The only time "as fast as possible" is acceptable is being an early stage start up. And even then you have to prepare for it to bite you later.

emperorcezar15:03:04

I speak from experience

lmergen15:03:44

guess what i am working at... an early stage startup that actually just got its seed money last Tuesday simple_smile

lmergen15:03:06

but i am here to un-fuck what previous, cheap, outsourced developers have done

lmergen15:03:20

which means throwing away an epic 100k LoC php codebase

tjg23:03:32

On the previous discussion, I have experience doing “semi-remote”: I’m in the same city but can choose where/when to work. Based on the situation (and social decisionmaking), not workplace dogma.

tjg23:03:35

“Onsite” has many constraints. It’s rarely done well; for example, performance is measured in sit-in-front-of-computer much more than other factors. (If everyone says great ideas come to them in the shower, why don’t they spend more time near a shower?)

tjg23:03:38

And “onsite” communication ironically usually lacks empathy: do people learn how their coworkers prefer to communicate, like Alice prefers email while Bob’s ok with physical interruptions?

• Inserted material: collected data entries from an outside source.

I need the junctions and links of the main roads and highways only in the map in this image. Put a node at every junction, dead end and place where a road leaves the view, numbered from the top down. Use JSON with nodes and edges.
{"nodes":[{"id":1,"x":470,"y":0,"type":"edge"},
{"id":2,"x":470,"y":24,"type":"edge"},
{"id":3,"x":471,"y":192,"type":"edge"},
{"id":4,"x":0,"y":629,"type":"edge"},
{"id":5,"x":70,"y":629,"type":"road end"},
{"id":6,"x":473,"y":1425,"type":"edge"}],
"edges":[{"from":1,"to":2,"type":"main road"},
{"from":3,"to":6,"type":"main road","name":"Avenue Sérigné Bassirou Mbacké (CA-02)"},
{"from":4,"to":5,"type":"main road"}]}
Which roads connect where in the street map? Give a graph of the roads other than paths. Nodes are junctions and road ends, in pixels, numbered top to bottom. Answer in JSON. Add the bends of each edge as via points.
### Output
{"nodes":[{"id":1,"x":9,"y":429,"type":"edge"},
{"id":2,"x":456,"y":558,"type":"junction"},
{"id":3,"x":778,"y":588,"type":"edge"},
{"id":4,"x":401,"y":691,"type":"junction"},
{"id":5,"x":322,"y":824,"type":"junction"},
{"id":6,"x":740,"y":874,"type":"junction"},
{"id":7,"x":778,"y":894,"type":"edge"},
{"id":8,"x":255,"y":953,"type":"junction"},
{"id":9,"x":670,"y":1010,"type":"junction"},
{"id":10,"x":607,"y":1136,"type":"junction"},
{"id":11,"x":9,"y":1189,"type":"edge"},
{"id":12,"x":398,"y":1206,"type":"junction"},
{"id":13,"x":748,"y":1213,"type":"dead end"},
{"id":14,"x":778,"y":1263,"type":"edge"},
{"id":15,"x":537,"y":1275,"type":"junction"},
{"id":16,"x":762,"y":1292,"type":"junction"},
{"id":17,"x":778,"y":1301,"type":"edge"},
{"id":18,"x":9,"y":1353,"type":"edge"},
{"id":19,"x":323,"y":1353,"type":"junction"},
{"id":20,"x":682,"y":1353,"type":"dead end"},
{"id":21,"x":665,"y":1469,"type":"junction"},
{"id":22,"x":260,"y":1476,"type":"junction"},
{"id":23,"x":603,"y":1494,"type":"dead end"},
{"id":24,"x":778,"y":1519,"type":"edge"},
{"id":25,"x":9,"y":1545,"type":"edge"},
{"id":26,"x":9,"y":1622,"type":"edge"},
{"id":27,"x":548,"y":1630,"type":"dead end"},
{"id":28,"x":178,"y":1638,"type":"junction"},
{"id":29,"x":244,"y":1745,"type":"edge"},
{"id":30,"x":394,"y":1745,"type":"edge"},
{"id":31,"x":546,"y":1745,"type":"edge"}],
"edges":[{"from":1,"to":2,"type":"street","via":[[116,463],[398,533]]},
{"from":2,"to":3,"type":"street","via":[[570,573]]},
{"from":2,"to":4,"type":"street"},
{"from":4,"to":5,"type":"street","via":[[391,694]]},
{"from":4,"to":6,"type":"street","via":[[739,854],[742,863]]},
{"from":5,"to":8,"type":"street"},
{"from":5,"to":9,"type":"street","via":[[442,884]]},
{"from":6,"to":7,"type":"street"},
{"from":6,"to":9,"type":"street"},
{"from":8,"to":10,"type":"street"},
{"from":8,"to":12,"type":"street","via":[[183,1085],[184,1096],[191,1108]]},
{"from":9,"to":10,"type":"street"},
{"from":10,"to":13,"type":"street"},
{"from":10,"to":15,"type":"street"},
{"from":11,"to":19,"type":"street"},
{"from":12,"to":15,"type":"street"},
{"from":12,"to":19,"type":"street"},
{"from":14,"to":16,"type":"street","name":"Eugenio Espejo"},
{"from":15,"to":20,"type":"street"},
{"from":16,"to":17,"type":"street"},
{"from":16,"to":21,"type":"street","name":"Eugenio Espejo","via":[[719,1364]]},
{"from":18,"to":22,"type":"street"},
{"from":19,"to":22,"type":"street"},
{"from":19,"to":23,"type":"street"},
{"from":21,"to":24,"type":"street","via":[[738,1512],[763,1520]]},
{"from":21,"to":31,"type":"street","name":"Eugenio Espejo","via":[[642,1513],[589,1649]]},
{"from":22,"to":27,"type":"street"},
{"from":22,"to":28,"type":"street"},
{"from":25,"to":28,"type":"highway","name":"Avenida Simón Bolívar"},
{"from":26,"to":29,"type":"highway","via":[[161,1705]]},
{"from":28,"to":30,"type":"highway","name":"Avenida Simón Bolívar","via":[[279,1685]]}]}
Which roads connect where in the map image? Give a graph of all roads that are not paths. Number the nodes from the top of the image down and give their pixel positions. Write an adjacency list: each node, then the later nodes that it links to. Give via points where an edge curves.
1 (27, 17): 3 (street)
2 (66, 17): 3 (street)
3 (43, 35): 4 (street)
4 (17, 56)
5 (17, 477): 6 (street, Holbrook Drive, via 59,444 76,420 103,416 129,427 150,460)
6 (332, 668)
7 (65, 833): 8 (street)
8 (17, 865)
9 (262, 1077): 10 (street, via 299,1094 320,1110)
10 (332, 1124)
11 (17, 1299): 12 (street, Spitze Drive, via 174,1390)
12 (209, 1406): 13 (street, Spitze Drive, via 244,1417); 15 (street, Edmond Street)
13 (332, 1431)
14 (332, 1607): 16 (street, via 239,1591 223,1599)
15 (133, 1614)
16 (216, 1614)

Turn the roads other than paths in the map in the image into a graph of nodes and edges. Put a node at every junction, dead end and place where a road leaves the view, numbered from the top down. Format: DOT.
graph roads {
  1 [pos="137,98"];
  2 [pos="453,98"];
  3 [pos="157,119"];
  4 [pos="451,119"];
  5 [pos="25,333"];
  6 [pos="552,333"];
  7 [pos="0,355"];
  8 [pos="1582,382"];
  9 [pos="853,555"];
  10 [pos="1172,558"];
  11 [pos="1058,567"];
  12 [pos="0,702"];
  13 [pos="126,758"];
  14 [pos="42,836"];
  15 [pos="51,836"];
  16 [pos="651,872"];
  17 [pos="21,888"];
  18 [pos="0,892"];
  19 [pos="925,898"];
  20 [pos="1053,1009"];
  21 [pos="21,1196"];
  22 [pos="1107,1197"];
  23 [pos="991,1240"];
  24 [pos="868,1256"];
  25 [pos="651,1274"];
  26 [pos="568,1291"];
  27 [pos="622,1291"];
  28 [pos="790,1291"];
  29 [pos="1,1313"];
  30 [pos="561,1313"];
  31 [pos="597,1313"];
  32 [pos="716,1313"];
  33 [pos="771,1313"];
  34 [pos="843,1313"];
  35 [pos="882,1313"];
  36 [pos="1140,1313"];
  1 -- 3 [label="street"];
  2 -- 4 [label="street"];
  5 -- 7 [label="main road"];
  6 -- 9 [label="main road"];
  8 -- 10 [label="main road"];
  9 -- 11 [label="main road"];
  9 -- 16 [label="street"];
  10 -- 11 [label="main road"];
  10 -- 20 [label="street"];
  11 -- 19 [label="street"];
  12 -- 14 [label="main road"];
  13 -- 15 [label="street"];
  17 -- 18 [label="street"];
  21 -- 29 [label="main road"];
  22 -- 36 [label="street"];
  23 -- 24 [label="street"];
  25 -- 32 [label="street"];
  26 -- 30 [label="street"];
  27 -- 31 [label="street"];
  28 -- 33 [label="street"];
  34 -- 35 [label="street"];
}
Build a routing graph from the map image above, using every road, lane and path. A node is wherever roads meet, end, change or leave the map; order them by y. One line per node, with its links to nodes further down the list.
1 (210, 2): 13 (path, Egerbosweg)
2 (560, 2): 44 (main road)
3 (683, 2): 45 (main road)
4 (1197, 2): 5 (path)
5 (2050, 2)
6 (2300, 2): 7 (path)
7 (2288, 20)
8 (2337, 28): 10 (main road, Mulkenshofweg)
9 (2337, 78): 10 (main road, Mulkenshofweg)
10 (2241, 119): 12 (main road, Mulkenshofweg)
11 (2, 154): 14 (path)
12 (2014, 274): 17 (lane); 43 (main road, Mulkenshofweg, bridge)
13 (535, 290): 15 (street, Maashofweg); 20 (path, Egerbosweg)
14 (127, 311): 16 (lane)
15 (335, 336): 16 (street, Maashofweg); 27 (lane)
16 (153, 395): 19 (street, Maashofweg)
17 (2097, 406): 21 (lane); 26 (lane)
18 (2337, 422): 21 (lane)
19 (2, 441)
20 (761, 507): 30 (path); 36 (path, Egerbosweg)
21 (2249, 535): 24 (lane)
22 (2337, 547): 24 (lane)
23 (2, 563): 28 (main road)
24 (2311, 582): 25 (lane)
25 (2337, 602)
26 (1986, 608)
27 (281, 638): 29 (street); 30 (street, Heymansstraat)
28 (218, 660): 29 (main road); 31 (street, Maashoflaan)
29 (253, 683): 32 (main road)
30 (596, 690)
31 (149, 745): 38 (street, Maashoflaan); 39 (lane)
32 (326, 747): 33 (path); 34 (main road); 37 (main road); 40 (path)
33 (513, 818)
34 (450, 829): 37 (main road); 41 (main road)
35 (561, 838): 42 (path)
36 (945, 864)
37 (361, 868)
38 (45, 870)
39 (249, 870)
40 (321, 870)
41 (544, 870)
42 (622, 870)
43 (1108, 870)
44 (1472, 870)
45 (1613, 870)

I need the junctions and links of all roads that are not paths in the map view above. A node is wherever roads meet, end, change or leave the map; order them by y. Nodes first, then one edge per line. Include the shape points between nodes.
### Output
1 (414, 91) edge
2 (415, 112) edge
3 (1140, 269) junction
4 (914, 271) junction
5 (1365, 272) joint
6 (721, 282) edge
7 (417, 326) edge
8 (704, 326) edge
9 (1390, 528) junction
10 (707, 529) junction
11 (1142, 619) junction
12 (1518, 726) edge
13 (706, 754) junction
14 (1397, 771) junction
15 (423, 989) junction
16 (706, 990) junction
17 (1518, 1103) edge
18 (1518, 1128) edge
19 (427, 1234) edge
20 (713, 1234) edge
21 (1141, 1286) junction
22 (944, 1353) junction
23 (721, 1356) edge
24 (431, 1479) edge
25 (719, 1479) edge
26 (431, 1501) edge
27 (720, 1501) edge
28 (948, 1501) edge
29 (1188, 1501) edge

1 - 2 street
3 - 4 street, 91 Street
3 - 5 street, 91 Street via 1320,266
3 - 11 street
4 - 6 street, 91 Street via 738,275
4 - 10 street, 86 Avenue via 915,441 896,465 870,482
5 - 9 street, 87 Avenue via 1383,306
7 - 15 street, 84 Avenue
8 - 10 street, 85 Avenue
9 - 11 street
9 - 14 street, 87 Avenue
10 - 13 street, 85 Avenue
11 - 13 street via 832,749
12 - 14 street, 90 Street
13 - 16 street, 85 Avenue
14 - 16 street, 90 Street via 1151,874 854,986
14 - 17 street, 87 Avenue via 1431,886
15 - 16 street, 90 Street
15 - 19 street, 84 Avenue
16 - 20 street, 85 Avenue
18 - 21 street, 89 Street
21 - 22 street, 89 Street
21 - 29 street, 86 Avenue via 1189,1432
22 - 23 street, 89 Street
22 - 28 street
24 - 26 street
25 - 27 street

Do they respect you enough to put your answers in the wiki/docs (or screencap a video), so you don’t have to repeat yourself?

tjg23:03:41

So I suspect “offsite” is often code for “You can avoid many typical dysfunctions!”

tjg23:03:44

(Obviously, semi-remote has its own dysfunctions to solve too. Coworkers occasionally chilling at each other’s apartments can be uncomfortable or lead to cliques. But then again, I’ve been in traditional dev offices with posters of scantily-clad women. So.)